Подходила к концу вторая неделя подготовки к балу Равноденствия. Маэстро Ильвен Вудс уже составил четыре танца: парадное открытие бала с символическим взлетом "солнца". Затем, милый весенний танец "Первоцвет", где участвуют ученики всех возрастов — пара на каждый школьный год. Его открывает пара первоклашек, Гиацинт и Виола идут последними, все образуют круг, но потом у каждого возраста свой танцевальный проход и другая мелодия, чтобы продемонстрировать всё возрастающее мастерство и возможности. В данном случае это означает удлинение весеннего дня, пока солнце не встанет в зените. Последним приходится хуже всех, они должны блистать в полной мере, чтобы затмить восемь предыдущих пар. А каждая из них, тоже должна показать всё, на что способна!
Игривая кадриль во второй половине бала призвана развеселить чуть уставших от собственных танцев гостей. И мечтательный ночной вальс, когда ночь, обладающая равными правами с днем, зажигает звезды, составленные из четырех пар, взявшихся за руки и расходящихся лучами.

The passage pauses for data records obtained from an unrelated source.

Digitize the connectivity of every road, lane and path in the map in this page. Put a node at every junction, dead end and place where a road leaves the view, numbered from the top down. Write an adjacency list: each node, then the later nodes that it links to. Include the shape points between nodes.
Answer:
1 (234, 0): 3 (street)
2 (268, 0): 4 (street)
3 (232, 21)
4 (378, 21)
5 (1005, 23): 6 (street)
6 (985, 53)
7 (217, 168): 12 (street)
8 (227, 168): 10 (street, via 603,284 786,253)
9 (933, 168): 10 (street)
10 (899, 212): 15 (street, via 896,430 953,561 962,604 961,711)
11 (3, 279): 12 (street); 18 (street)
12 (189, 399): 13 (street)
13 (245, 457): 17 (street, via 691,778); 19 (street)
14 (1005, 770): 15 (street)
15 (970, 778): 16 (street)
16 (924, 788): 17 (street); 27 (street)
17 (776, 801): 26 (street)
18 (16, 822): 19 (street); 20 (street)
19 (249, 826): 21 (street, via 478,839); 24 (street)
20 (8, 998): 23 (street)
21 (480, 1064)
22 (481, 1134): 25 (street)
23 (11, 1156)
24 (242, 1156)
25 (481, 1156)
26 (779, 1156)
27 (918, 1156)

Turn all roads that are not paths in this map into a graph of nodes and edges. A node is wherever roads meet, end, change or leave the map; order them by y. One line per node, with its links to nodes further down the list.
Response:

Маэстро Ильвен полумер не признавал. Поэтому так сложно ему согласовать все номера в стройную картину, чтобы они работали друг на друга.
Близко знакомый с режиссерскими и постановочными проблемами музыкальных спектаклей, Гиацинт иногда с легкостью разрешил бы задачку, и почти всегда помог бы хореографу дельным советом, но молчал, не вмешиваясь в "творческий процесс". Так Многоножка называл мучительные поиски общей фигуры, когда гонял их всех по залу, как в цирковом конном аттракционе, только что хлыстом не щелкал.

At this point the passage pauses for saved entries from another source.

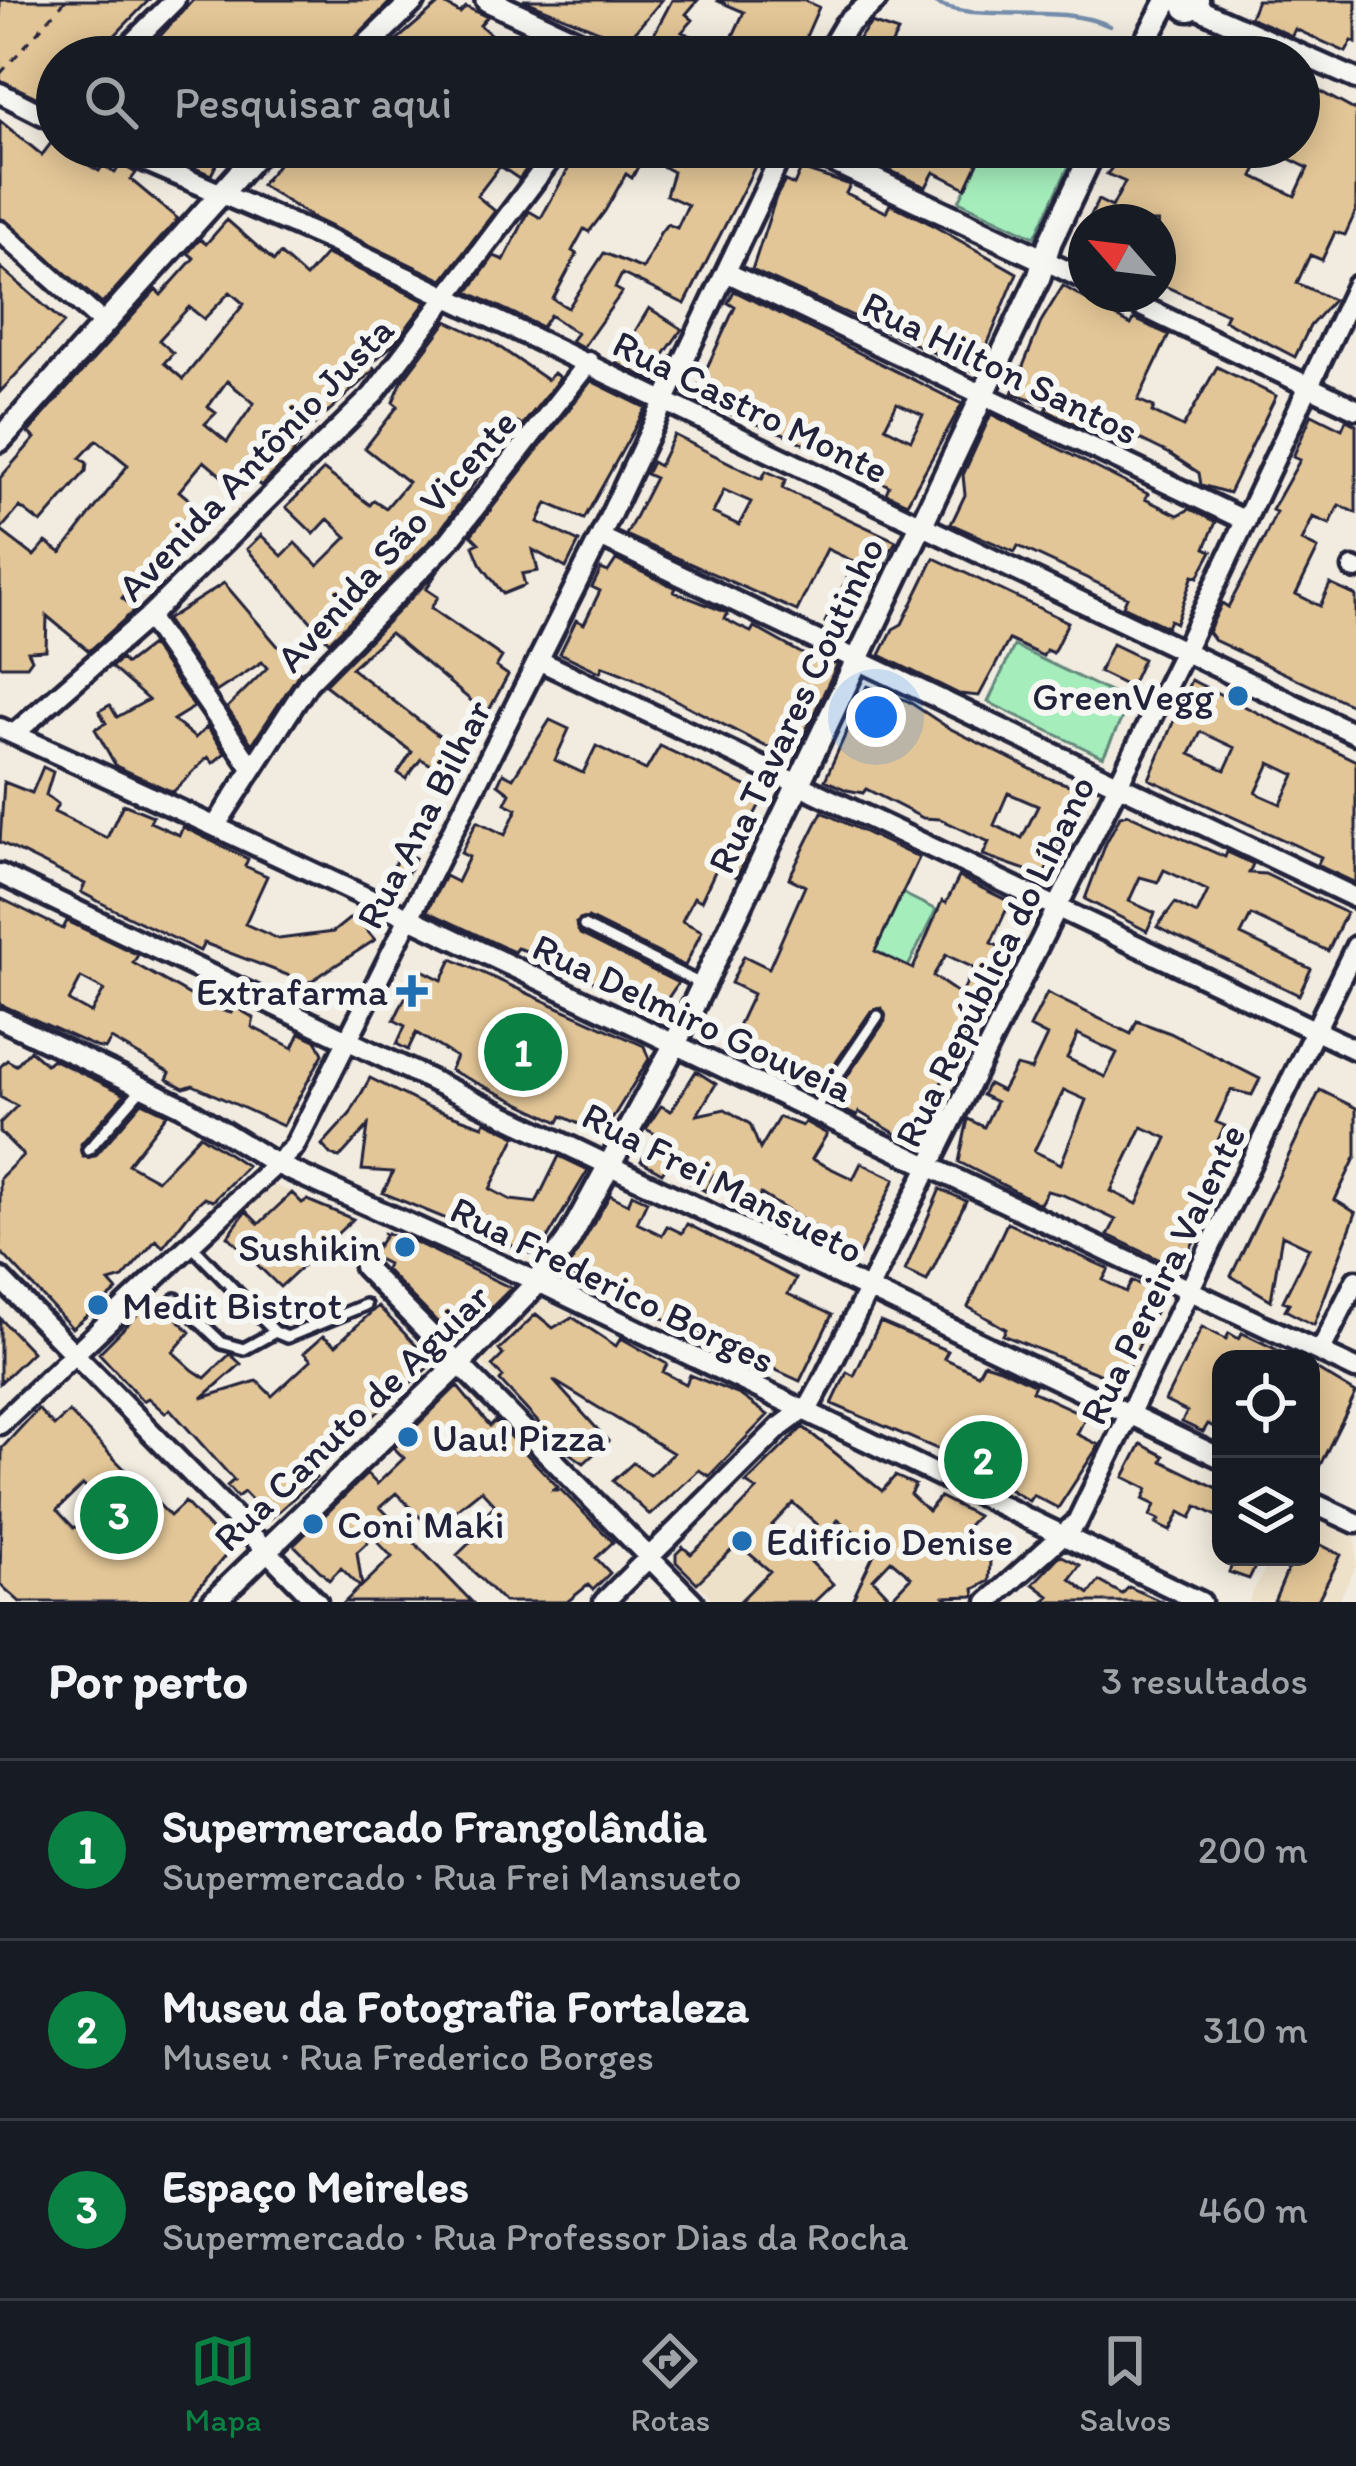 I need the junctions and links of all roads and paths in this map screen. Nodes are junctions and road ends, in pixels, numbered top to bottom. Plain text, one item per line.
1 (66, 0) edge
2 (175, 0) edge
3 (414, 0) edge
4 (487, 0) edge
5 (875, 0) edge
6 (1173, 4) edge
7 (139, 36) edge
8 (377, 36) edge
9 (565, 36) edge
10 (839, 36) edge
11 (1151, 36) edge
12 (1251, 36) edge
13 (1320, 64) edge
14 (0, 74) edge
15 (1356, 79) edge
16 (0, 93) edge
17 (36, 111) edge
18 (158, 168) edge
19 (243, 168) edge
20 (545, 168) edge
21 (776, 168) edge
22 (849, 168) edge
23 (1086, 168) edge
24 (218, 195) junction
25 (0, 231) edge
26 (1044, 260) junction
27 (1068, 271) edge
28 (728, 274) junction
29 (1356, 286) edge
30 (449, 301) junction
31 (1154, 312) edge
32 (105, 325) junction
33 (589, 362) junction
34 (1309, 386) junction
35 (983, 394) junction
36 (663, 404) junction
37 (1356, 409) edge
38 (0, 440) edge
39 (1246, 520) junction
40 (920, 526) junction
41 (600, 537) junction
42 (148, 617) junction
43 (1184, 651) junction
44 (538, 660) junction
45 (856, 661) junction
46 (7, 731) edge
47 (1356, 734) edge
48 (252, 768) junction
49 (1116, 783) junction
50 (798, 784) junction
51 (216, 825) junction
52 (0, 874) edge
53 (1356, 898) edge
54 (1058, 911) junction
55 (407, 916) junction
56 (584, 926) dead end
57 (1356, 946) edge
58 (703, 985) junction
59 (878, 1016) dead end
60 (9, 1023) edge
61 (1316, 1030) junction
62 (346, 1037) junction
63 (0, 1045) edge
64 (673, 1048) junction
65 (1356, 1050) edge
66 (143, 1088) junction
67 (814, 1110) junction
68 (88, 1150) dead end
69 (612, 1162) junction
70 (276, 1164) junction
71 (932, 1166) junction
72 (388, 1225) dead end
73 (189, 1243) junction
74 (364, 1267) joint
75 (0, 1278) edge
76 (1356, 1280) edge
77 (538, 1282) junction
78 (868, 1292) junction
79 (1192, 1292) junction
80 (176, 1299) dead end
81 (365, 1305) dead end
82 (275, 1332) junction
83 (1316, 1350) edge
84 (1320, 1352) joint
85 (73, 1353) junction
86 (461, 1362) junction
87 (1356, 1369) edge
88 (802, 1412) junction
89 (1132, 1415) junction
90 (0, 1424) edge
91 (1212, 1454) edge
92 (1320, 1506) edge
93 (1356, 1523) edge
94 (1061, 1535) junction
95 (266, 1551) junction
96 (649, 1558) junction
97 (213, 1602) edge
98 (317, 1602) edge
99 (604, 1602) edge
100 (693, 1602) edge
101 (988, 1602) edge
102 (1201, 1602) edge

1 - 14 path
2 - 7 street
3 - 8 street
4 - 9 street
5 - 10 street
6 - 11 street
6 - 12 street
13 - 15 street
16 - 17 street
18 - 24 street, Rua Castro Monte
19 - 24 street
20 - 30 street, Avenida Antônio Justa
21 - 28 street, Rua Ana Bilhar
22 - 26 street
23 - 26 street, Rua Tavares Coutinho
24 - 30 street, Rua Castro Monte
24 - 32 street
25 - 32 street
26 - 27 street
26 - 35 street, Rua Tavares Coutinho
28 - 35 street, Rua Hilton Santos
28 - 36 street, Rua Ana Bilhar
29 - 34 street, Rua República do Líbano
30 - 33 street, Rua Castro Monte
30 - 42 street, Avenida Antônio Justa
31 - 34 street
32 - 38 street
33 - 36 street, Rua Castro Monte
33 - 48 street, Avenida São Vicente
34 - 37 street
34 - 39 street, Rua República do Líbano
35 - 39 street, Rua Hilton Santos
35 - 40 street, Rua Tavares Coutinho
36 - 40 street, Rua Castro Monte
36 - 41 street, Rua Ana Bilhar
39 - 43 street, Rua República do Líbano
40 - 43 street, Rua Castro Monte
40 - 45 street, Rua Tavares Coutinho
41 - 44 street, Rua Ana Bilhar
41 - 45 street
42 - 46 street, Avenida Antônio Justa
42 - 48 street
43 - 47 street, Rua Castro Monte
43 - 49 street, Rua República do Líbano
44 - 50 street
44 - 55 street, Rua Ana Bilhar
45 - 49 street
45 - 50 street, Rua Tavares Coutinho
46 - 51 street, Rua Delmiro Gouveia
48 - 51 street, Avenida São Vicente
49 - 53 street
49 - 54 street, Rua República do Líbano
50 - 54 street
50 - 58 street, Rua Tavares Coutinho
51 - 55 street, Rua Delmiro Gouveia
52 - 62 street, Rua Frei Mansueto
54 - 61 street
54 - 71 street, Rua República do Líbano
55 - 62 street, Rua Ana Bilhar
55 - 64 street, Rua Delmiro Gouveia
56 - 58 lane
57 - 61 street, Rua Pereira Valente
58 - 64 street, Rua Tavares Coutinho
59 - 67 lane
60 - 63 street
60 - 66 street, Rua Frederico Borges
61 - 65 street
61 - 79 street, Rua Pereira Valente
62 - 69 street, Rua Frei Mansueto
62 - 70 street, Rua Ana Bilhar
64 - 67 street, Rua Delmiro Gouveia
64 - 69 street, Rua Tavares Coutinho
66 - 68 lane
66 - 70 street, Rua Frederico Borges
67 - 71 street, Rua Delmiro Gouveia
69 - 77 street, Rua Tavares Coutinho
69 - 78 street, Rua Frei Mansueto
70 - 73 street, Rua Ana Bilhar
70 - 77 street, Rua Frederico Borges
71 - 78 street, Rua República do Líbano
71 - 79 street, Rua Delmiro Gouveia
72 - 74 path
73 - 82 lane
73 - 85 street, Rua Ana Bilhar
74 - 86 street
75 - 85 street
76 - 84 street
77 - 86 street, Rua Canuto de Aguiar
77 - 88 street, Rua Frederico Borges
78 - 88 street, Rua República do Líbano
78 - 89 street, Rua Frei Mansueto
79 - 83 street, Rua Delmiro Gouveia
79 - 89 street, Rua Pereira Valente
80 - 82 lane
81 - 82 lane
84 - 87 street, Rua Delmiro Gouveia
85 - 90 street, Rua Ana Bilhar
85 - 95 street
86 - 95 street, Rua Canuto de Aguiar
86 - 96 street
88 - 94 street, Rua Frederico Borges
88 - 96 street, Rua República do Líbano
89 - 91 street, Rua Frei Mansueto
89 - 94 street, Rua Pereira Valente
92 - 93 street
94 - 101 street, Rua Pereira Valente
94 - 102 street, Rua Frederico Borges
95 - 97 street, Rua Canuto de Aguiar
95 - 98 street
96 - 99 street, Rua República do Líbano
96 - 100 street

Самое трудное — помнить, что почти подряд грядут три бала! Бал Равноденствия, выпускной бал Оранжереи и следом, всего через три дня — знаменитый парижский Бал Цветов, в честь дня рождения принцесс-близнецов. Со множеством почетных гостей из разных стран. Каждый из них по торжественности превосходит предыдущий. Рисунок танцев не должен повторяться… свихнуться можно!